Balances Outstanding

There were no balances outstanding in relation to Directors and Key Management Personnel as at 31 December 2024 (2023: £nil).

 

Related Party Transactions: Inflexion Private Equity Partners LLP

 

Sale of 40% of Healthcare Business

Completion of the sale of 40% of the Group's Healthcare business resulted in the Group receiving gross cash proceeds of £451.4m, of which £8.0m was recognised as a related party loan due to Monument Bidco Limited (an Inflexion investment company) at the point of completion which was then capitalised during December 2024. As such, as at 31 December 2024, there were no outstanding balances due to Monument Bidco Limited.

 

In relation to completion of the transaction, the Group settled fees to the Inflexion group of companies totalling £11.4m, these have been included within the transaction costs recognised directly in equity within the Group's Consolidated Statement of Changes in Equity.

 

For the period post-completion of the transaction and ending 31 December 2024, management fees charged from the Inflexion group of companies to the Group totalled £0.2m (2023: £nil).

 

Balances Outstanding

There were no balances outstanding in relation to the Inflexion group of companies as at 31 December 2024 (2023: £nil).

 

Related Party Transactions: Other Related Parties

 

Balances Outstanding

As at 31 December 2024, there was an outstanding loan note due to the pre-existing management of the Deallus group of companies amounting to £1.0m, generated as a result of the Deallus acquisition which completed on 31 December 2024 (as discussed in note 13), this is repayable on 30 June 2025 and accrues interest at an annual rate of 12%.

 

15.          Subsequent events

On 18 December 2024, the Group completed on two debt financing facilities (Healthcare and Non-Healthcare), which both comprised of 8 syndicate members, however as at 31 December 2024, one member was outstanding to commit to the facilities. The final syndicate member joined the facility on 31 January 2025, bringing the total available Group facility to £385.0m.

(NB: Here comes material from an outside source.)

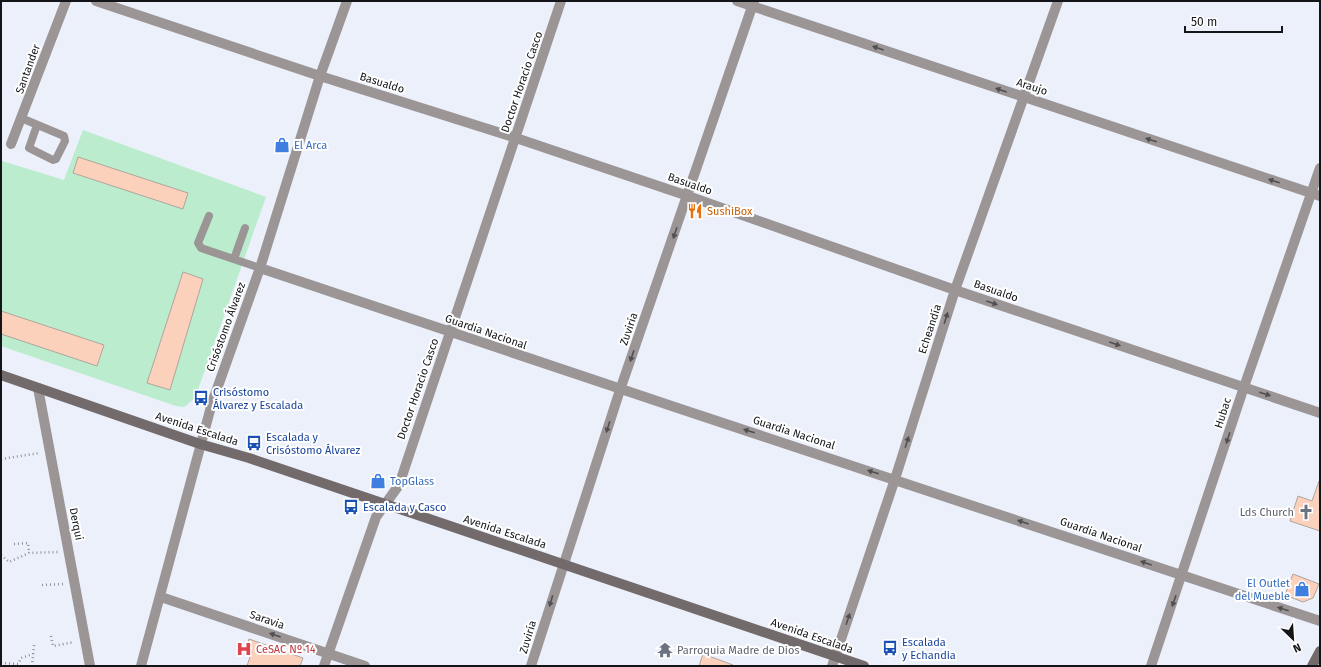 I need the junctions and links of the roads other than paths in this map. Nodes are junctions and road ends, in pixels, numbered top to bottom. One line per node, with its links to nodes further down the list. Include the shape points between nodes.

On 6 February 2025, the Group announced its proposed move to the Main Market of the London Stock Exchange, as discussed further within the Chief Executive's Review on page 9.

On 6 February 2025, the Group also announced an additional share buyback programme totalling £50.0m.

On 7 March 2025, the Group acquired the entire share capital of AI Palette Pte. Ltd for a purchase price of $11.5m. AI Palette is an AI Powered consumer insights platform offering an Innovation Intelligence solution to the Consumer-packaged goods sector. Further detail is given in note 13.